▶ [TASK OBJECTIVE] The pictures are to be dropped, and the records below are to be restated word for word.

[Collected data entries]
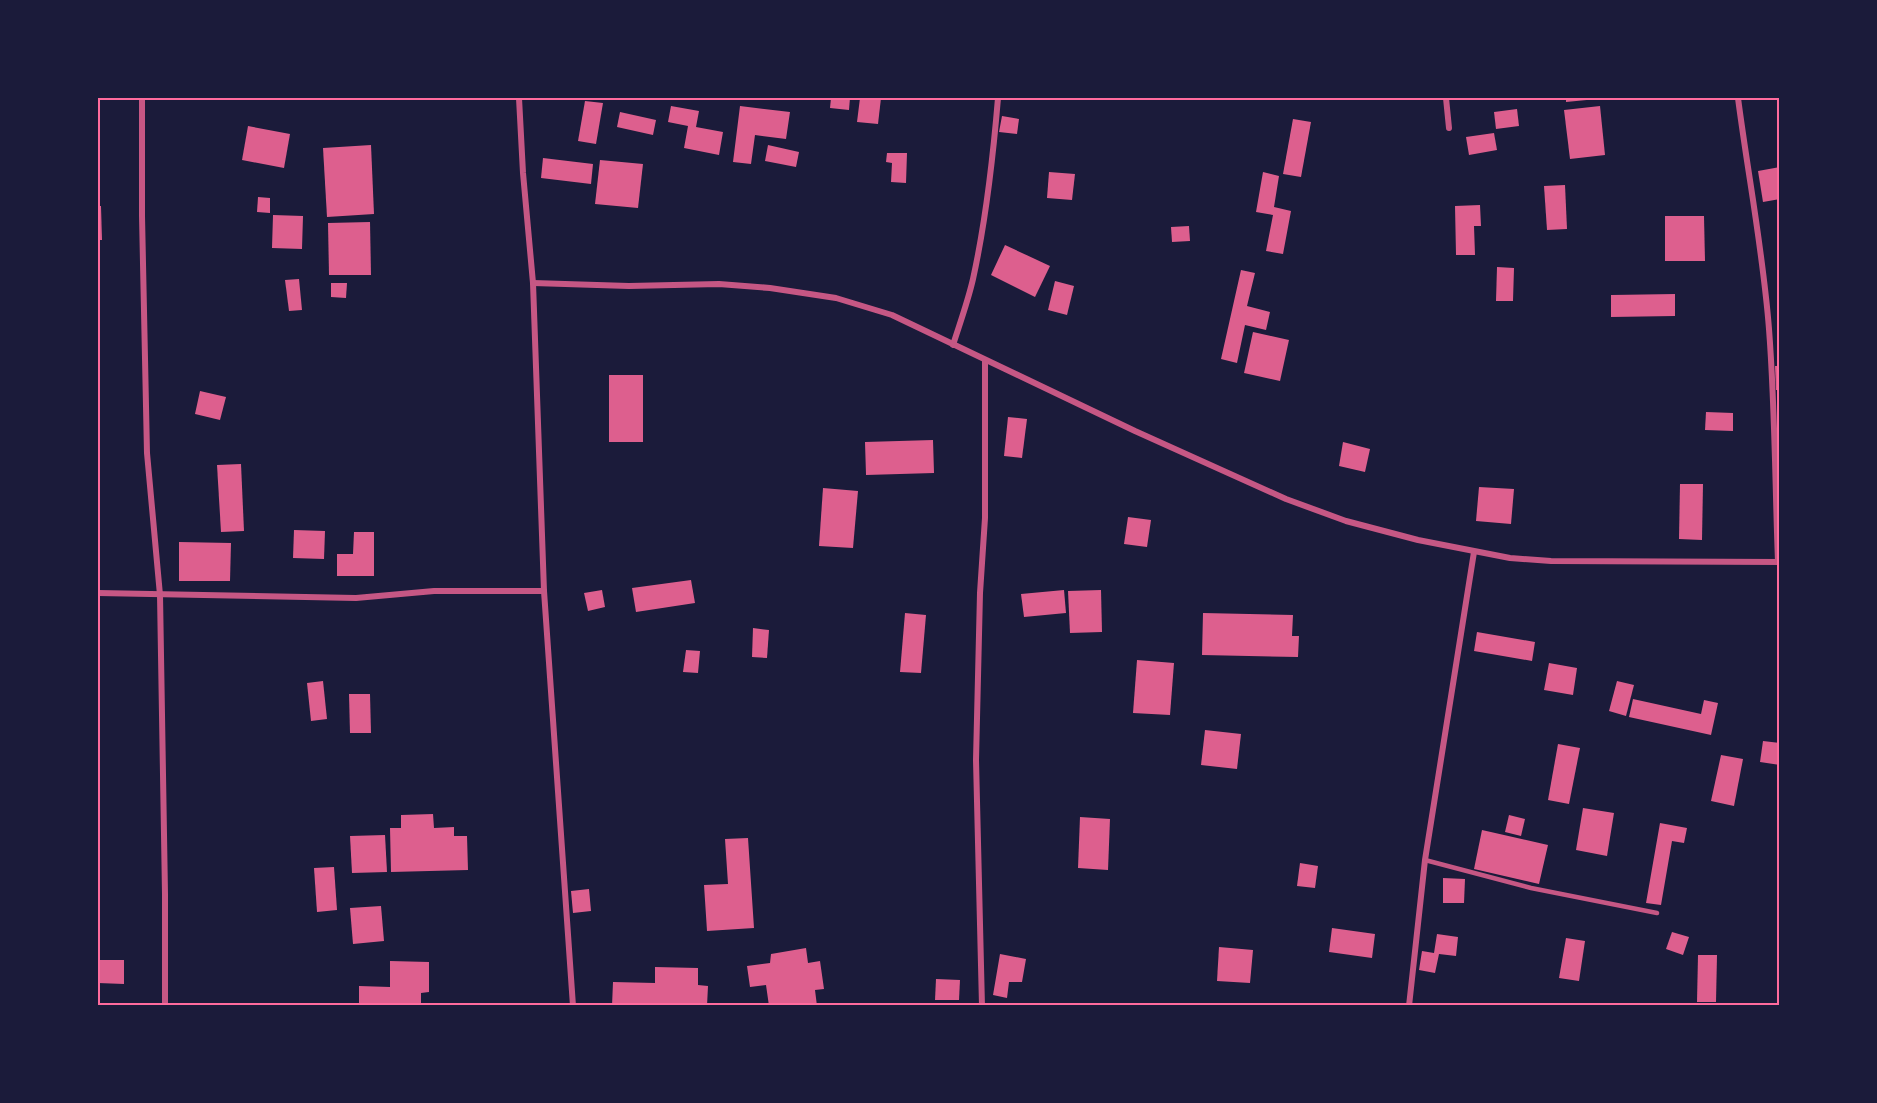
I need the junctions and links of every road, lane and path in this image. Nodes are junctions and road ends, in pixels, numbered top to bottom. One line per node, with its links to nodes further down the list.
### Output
1 (142, 98): 14 (street)
2 (519, 98): 7 (street)
3 (998, 98): 8 (street)
4 (1446, 98): 6 (street)
5 (1738, 98): 11 (street)
6 (1449, 128)
7 (533, 282): 8 (street); 12 (street)
8 (953, 345): 9 (street)
9 (986, 361): 10 (street); 19 (street)
10 (1474, 552): 11 (street); 15 (street)
11 (1779, 562)
12 (544, 591): 14 (street); 18 (street)
13 (98, 593): 14 (street)
14 (160, 595): 17 (street)
15 (1425, 860): 16 (lane); 20 (street)
16 (1657, 913)
17 (165, 1005)
18 (573, 1005)
19 (982, 1005)
20 (1409, 1005)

▶ [SOLUTION TO THIS EXERCISE]
I need the junctions and links of every road, lane and path in this image. Nodes are junctions and road ends, in pixels, numbered top to bottom. One line per node, with its links to nodes further down the list.
### Output
1 (142, 98): 14 (street)
2 (519, 98): 7 (street)
3 (998, 98): 8 (street)
4 (1446, 98): 6 (street)
5 (1738, 98): 11 (street)
6 (1449, 128)
7 (533, 282): 8 (street); 12 (street)
8 (953, 345): 9 (street)
9 (986, 361): 10 (street); 19 (street)
10 (1474, 552): 11 (street); 15 (street)
11 (1779, 562)
12 (544, 591): 14 (street); 18 (street)
13 (98, 593): 14 (street)
14 (160, 595): 17 (street)
15 (1425, 860): 16 (lane); 20 (street)
16 (1657, 913)
17 (165, 1005)
18 (573, 1005)
19 (982, 1005)
20 (1409, 1005)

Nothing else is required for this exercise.